### What is expected
Check each line of the entries for "bends" and report the ones that have it.

Start of Dataset records

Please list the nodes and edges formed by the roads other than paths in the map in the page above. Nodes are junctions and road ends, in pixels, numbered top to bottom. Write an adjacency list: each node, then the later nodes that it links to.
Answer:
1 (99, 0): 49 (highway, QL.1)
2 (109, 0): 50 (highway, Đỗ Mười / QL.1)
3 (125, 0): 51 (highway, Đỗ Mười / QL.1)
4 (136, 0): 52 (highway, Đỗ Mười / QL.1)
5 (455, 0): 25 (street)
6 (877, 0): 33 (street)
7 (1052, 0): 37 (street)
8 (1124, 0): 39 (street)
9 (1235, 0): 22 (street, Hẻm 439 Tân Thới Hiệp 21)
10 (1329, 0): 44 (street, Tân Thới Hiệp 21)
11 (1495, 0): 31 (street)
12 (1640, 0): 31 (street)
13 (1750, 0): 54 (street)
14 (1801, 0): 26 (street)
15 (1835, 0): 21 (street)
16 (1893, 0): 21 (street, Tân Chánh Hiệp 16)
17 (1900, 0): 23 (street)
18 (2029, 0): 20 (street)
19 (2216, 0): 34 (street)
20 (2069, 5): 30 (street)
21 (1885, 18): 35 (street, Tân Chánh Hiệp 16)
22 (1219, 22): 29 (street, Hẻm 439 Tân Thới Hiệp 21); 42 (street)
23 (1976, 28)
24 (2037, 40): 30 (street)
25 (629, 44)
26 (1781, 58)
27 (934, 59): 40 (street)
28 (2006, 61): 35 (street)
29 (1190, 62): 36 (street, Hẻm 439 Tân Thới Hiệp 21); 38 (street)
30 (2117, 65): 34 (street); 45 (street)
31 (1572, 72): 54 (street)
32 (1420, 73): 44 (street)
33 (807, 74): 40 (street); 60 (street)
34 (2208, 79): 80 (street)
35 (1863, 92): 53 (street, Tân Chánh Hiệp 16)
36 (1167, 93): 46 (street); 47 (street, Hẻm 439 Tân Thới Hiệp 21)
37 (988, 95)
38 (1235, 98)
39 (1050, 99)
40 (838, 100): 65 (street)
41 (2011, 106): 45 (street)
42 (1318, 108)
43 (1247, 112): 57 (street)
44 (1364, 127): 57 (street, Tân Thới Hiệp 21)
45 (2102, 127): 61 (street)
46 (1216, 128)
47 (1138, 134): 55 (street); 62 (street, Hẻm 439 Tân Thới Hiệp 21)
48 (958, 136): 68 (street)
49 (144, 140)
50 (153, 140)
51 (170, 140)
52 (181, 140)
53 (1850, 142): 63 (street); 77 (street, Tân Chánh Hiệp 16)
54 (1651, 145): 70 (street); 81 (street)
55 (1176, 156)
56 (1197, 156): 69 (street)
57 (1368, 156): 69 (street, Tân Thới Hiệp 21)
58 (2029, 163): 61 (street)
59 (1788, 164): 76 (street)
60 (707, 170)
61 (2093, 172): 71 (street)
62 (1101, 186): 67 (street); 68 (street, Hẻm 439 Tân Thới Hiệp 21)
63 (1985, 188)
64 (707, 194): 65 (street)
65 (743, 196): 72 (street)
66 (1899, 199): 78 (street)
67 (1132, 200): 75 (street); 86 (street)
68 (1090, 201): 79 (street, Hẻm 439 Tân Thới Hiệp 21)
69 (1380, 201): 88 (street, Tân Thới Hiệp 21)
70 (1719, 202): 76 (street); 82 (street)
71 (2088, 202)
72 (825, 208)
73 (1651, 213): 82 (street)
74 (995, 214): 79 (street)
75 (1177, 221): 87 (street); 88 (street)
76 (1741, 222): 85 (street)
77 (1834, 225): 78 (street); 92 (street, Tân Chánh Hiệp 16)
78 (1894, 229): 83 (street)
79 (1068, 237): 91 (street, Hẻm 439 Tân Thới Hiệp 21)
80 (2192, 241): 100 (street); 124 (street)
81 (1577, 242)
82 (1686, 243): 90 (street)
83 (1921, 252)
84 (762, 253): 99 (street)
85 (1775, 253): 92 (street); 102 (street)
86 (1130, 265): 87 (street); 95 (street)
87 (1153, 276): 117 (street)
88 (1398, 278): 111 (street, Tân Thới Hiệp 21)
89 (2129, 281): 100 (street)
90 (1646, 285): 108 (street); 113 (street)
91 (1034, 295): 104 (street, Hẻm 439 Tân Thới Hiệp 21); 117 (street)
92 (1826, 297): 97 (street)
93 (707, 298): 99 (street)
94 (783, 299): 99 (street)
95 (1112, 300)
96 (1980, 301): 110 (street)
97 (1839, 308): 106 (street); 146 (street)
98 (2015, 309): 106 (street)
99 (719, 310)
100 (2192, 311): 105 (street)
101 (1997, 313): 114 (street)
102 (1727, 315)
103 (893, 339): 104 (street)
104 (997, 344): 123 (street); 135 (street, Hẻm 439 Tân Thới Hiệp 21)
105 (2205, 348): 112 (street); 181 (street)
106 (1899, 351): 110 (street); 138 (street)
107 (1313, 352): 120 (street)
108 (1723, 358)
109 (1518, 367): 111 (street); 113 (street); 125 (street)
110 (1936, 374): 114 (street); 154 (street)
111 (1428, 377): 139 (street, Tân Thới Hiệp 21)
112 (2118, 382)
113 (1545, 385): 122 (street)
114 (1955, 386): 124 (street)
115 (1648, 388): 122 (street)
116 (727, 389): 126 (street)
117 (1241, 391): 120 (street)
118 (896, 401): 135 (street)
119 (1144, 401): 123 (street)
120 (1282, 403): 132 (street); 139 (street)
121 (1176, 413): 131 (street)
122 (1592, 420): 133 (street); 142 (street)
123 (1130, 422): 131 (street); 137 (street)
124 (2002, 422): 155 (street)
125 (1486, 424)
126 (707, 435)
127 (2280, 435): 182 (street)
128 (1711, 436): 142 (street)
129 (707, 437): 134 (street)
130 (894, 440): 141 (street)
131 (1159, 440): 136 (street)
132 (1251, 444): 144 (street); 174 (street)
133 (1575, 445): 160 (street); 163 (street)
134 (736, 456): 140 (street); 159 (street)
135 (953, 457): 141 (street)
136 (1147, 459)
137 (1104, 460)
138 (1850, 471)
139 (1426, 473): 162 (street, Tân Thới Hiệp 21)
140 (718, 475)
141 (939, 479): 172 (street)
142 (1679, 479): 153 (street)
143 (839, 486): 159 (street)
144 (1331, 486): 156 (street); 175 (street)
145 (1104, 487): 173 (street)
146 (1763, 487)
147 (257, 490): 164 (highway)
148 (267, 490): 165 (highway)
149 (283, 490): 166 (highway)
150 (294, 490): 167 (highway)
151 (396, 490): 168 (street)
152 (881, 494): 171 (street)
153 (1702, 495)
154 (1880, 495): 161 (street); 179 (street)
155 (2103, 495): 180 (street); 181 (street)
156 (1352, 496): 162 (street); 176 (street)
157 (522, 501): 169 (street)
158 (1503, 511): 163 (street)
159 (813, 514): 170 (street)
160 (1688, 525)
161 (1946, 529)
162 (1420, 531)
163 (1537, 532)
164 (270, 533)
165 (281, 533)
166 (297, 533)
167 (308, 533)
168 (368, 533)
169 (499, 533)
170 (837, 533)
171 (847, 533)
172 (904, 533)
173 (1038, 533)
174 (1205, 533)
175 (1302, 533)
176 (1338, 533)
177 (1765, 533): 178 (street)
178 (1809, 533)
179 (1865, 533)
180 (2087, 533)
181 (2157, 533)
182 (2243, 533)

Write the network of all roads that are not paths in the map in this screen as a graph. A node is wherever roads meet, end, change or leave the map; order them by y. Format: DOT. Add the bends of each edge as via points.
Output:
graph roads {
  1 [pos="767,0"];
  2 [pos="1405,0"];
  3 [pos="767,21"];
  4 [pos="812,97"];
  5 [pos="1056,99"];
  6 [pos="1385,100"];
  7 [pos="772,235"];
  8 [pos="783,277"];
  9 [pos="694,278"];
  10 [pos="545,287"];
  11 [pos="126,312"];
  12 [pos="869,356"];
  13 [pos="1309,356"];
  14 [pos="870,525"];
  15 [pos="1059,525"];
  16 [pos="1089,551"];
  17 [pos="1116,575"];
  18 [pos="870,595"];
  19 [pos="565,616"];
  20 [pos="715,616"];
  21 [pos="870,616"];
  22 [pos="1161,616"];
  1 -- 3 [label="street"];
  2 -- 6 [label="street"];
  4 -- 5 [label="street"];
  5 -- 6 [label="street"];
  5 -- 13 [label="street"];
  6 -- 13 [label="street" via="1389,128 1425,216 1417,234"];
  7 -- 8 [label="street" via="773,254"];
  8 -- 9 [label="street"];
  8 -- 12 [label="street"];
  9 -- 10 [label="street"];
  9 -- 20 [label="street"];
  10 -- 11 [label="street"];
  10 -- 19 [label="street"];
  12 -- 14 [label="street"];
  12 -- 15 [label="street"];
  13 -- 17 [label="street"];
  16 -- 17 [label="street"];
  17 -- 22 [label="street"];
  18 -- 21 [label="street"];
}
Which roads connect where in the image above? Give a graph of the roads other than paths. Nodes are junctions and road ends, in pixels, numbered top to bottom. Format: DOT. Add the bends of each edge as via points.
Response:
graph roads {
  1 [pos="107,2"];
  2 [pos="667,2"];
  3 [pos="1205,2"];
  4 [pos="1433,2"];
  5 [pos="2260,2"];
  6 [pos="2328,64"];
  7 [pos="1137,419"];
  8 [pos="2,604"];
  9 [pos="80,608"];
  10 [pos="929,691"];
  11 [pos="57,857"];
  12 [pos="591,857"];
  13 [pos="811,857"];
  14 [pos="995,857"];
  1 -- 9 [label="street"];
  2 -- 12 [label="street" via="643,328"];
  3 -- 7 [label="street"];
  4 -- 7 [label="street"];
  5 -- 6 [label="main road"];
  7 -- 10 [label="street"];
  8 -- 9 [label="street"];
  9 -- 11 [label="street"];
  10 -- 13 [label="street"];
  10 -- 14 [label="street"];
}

End of Dataset records

### Response to this exercise
Write the network of all roads that are not paths in the map in this screen as a graph. A node is wherever roads meet, end, change or leave the map; order them by y. Format: DOT. Add the bends of each edge as via points.
Which roads connect where in the image above? Give a graph of the roads other than paths. Nodes are junctions and road ends, in pixels, numbered top to bottom. Format: DOT. Add the bends of each edge as via points.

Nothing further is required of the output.